The following list displays the 25 highest single-season punting yards figures in NFL history. Unless otherwise noted, the listed players led the respective season with their performances.

| Rank | Player | Team | Season | Yards |
| 1 | Dave Zastudil | Arizona Cardinals | 2012 | 5,209 |
| 2 | Andy Lee | San Francisco 49ers | 2007 | 4,960 |
| 3 | Marquette King | Oakland Raiders | 2014 | 4,930 |
| 4 | Chris Gardocki | Cleveland Browns | 2000 | 4,919 |
| 5 | Shane Lechler | Oakland Raiders | 2009 | 4,909 |
| 6 | Thomas Morstead | New York Jets | 2023 | 4,831 |
| 7 | Britton Colquitt | Denver Broncos | 2011 | 4,783 |
| 8 | Ryan Stonehouse | Tennessee Titans | 2022 | 4,779 |
| 9 | Rick Tuten | Seattle Seahawks | 1992 | 4,760 |
| 10 | Todd Sauerbrun | Carolina Panthers | 2002 | 4,735 |
| 11 | Chad Stanley | Houston Texans | 2002 | 4,720 |
| 12 | Bob Scarpitto | Denver Broncos | 1967 | 4,713 |
| 13 | Andy Lee | San Francisco 49ers | 2009 | 4,711 |
| 14 | Johnny Hekker | Los Angeles Rams | 2016 | 4,680 |
| 15 | Donnie Jones | St.

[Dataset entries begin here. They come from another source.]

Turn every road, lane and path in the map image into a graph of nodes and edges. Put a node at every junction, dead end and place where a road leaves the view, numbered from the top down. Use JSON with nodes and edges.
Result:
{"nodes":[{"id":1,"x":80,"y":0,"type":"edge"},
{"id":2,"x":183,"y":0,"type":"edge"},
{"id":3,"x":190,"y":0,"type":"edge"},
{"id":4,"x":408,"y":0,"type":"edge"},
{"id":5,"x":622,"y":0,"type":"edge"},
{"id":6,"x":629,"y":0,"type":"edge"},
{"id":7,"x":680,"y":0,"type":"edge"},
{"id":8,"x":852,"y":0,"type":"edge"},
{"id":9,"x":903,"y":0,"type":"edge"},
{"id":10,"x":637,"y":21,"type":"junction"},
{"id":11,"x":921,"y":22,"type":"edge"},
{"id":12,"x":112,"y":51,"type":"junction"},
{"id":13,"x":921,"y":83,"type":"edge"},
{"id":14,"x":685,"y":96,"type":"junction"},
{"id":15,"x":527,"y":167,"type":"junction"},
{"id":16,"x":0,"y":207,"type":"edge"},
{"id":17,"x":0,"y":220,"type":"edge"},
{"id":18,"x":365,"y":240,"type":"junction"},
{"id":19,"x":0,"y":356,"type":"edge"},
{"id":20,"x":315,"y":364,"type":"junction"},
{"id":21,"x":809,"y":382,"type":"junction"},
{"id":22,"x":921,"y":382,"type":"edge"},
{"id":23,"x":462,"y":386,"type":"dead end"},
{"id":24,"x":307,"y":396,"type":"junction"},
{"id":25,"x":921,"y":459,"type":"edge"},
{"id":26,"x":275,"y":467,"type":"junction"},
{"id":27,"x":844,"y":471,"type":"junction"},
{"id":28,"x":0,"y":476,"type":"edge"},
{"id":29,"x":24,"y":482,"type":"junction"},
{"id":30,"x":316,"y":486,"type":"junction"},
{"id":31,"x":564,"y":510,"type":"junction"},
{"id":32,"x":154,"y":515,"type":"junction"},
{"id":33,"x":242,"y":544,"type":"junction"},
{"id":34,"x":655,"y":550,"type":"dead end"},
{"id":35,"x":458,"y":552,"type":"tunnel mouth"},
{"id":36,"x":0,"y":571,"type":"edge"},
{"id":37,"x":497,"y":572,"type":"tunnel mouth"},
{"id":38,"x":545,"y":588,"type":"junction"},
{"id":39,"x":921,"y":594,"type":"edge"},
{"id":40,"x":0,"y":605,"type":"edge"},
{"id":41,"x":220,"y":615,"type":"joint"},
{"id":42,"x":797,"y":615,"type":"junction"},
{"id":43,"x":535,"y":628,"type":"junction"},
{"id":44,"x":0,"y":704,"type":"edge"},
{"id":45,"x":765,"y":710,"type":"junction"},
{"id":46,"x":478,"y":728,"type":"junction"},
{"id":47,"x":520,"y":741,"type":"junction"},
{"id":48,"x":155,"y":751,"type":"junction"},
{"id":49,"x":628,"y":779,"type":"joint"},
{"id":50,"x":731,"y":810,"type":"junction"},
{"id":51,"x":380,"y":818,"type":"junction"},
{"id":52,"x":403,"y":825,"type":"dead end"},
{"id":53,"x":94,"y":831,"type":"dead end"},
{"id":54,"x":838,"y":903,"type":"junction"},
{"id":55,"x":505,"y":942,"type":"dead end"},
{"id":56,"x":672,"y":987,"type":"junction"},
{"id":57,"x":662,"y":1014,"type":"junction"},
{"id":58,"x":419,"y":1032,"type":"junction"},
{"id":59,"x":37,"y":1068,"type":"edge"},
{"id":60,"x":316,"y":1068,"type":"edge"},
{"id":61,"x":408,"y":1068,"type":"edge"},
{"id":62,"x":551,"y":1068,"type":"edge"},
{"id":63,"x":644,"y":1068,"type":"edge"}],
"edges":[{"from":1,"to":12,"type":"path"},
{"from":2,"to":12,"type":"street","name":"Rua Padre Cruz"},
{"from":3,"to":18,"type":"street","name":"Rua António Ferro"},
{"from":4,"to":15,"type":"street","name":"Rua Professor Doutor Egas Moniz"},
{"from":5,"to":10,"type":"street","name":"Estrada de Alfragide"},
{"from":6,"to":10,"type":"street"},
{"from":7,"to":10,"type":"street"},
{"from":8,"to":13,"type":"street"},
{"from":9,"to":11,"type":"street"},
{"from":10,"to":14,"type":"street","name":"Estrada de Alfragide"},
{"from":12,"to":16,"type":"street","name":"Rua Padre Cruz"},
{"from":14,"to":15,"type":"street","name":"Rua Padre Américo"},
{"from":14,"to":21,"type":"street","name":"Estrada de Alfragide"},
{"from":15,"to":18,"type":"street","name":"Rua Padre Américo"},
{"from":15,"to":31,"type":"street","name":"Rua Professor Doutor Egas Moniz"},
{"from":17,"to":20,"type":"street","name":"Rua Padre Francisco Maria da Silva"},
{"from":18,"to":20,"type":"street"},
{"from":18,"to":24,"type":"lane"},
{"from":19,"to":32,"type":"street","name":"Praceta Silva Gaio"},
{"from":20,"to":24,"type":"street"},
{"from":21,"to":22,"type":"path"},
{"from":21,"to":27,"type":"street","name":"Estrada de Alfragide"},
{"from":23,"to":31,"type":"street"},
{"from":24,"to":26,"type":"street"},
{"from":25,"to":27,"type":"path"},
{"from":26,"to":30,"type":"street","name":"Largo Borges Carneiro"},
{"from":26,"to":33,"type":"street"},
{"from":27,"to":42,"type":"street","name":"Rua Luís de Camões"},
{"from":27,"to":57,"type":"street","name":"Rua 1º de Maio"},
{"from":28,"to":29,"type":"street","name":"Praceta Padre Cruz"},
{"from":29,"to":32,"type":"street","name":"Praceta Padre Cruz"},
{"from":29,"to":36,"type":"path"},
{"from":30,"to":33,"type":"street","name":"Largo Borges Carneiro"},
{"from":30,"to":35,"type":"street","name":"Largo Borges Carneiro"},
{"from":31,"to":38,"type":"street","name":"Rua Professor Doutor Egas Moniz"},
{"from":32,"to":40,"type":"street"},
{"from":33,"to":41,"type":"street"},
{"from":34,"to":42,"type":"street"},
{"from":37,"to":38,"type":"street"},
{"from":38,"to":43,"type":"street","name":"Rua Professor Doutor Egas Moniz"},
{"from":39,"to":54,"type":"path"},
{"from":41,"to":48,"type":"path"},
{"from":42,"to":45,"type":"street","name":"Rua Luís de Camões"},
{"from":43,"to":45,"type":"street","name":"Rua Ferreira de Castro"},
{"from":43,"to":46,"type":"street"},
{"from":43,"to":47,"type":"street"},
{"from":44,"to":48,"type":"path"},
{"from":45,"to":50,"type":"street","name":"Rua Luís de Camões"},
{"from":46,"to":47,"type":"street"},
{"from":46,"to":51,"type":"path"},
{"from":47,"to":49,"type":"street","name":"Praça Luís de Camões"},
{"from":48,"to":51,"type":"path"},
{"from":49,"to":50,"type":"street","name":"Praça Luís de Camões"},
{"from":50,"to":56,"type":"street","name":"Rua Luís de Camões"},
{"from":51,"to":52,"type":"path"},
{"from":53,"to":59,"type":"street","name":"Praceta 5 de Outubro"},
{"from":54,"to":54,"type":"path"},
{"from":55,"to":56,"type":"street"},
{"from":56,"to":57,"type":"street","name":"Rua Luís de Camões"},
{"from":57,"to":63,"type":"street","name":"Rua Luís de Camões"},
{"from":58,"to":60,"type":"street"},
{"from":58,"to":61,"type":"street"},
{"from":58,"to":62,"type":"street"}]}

Louis Rams | 2011 | 4,652 |
| 16 | Chris Gardocki | Cleveland Browns | 1999 | 4,645 |
| 17 | Brad Maynard | Chicago Bears | 2004 | 4,638 |
| 18 | Johnny Hekker | St. Louis Rams | 2015 | 4,601 |
| 19 | Bryce Baringer | New England Patriots | 2023 | 4,598 |
| 20 | Andy Lee | Arizona Cardinals | 2018 | 4,568 |
| 21 | Brad Maynard | New York Giants | 1998 | 4,566 |
| 22 | Tom Tupa | Washington Redskins | 2004 | 4,544 |
| 23 | Brad Maynard | New York Giants | 1997 | 4,531 |
| Bob Parsons | Chicago Bears | 1981 | 4,531 |
| 25 | Sean Landeta | Philadelphia Eagles | 1999 | 4,524 |
Statistics accurate through the 2026 season.